◆ PROBLEM ◆
Leave no picture in, and give every entry again exactly.

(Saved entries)
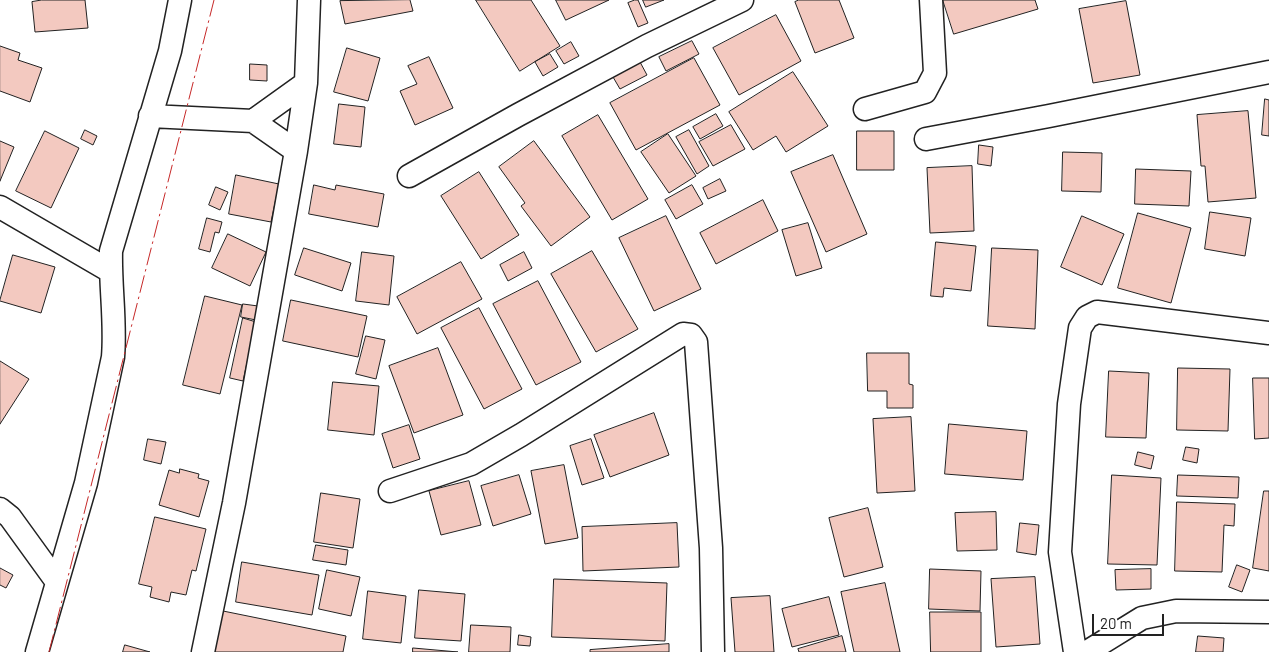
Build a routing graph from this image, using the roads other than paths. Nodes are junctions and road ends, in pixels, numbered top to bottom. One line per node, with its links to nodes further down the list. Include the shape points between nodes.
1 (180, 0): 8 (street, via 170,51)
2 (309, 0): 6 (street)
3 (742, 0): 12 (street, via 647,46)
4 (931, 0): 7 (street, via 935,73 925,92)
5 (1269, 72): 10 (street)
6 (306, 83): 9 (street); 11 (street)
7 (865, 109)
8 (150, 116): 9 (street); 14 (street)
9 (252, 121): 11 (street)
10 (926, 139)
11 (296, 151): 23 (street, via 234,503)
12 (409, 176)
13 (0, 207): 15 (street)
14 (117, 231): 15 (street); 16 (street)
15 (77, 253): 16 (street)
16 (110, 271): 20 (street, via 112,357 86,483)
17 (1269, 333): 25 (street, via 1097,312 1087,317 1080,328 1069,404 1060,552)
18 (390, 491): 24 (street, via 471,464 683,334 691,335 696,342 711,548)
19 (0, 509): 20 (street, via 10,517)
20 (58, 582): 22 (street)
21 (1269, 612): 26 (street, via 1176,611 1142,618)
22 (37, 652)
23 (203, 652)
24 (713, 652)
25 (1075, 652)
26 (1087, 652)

◆ RESULT OF THE TASK ◆
Build a routing graph from this image, using the roads other than paths. Nodes are junctions and road ends, in pixels, numbered top to bottom. One line per node, with its links to nodes further down the list. Include the shape points between nodes.
1 (180, 0): 8 (street, via 170,51)
2 (309, 0): 6 (street)
3 (742, 0): 12 (street, via 647,46)
4 (931, 0): 7 (street, via 935,73 925,92)
5 (1269, 72): 10 (street)
6 (306, 83): 9 (street); 11 (street)
7 (865, 109)
8 (150, 116): 9 (street); 14 (street)
9 (252, 121): 11 (street)
10 (926, 139)
11 (296, 151): 23 (street, via 234,503)
12 (409, 176)
13 (0, 207): 15 (street)
14 (117, 231): 15 (street); 16 (street)
15 (77, 253): 16 (street)
16 (110, 271): 20 (street, via 112,357 86,483)
17 (1269, 333): 25 (street, via 1097,312 1087,317 1080,328 1069,404 1060,552)
18 (390, 491): 24 (street, via 471,464 683,334 691,335 696,342 711,548)
19 (0, 509): 20 (street, via 10,517)
20 (58, 582): 22 (street)
21 (1269, 612): 26 (street, via 1176,611 1142,618)
22 (37, 652)
23 (203, 652)
24 (713, 652)
25 (1075, 652)
26 (1087, 652)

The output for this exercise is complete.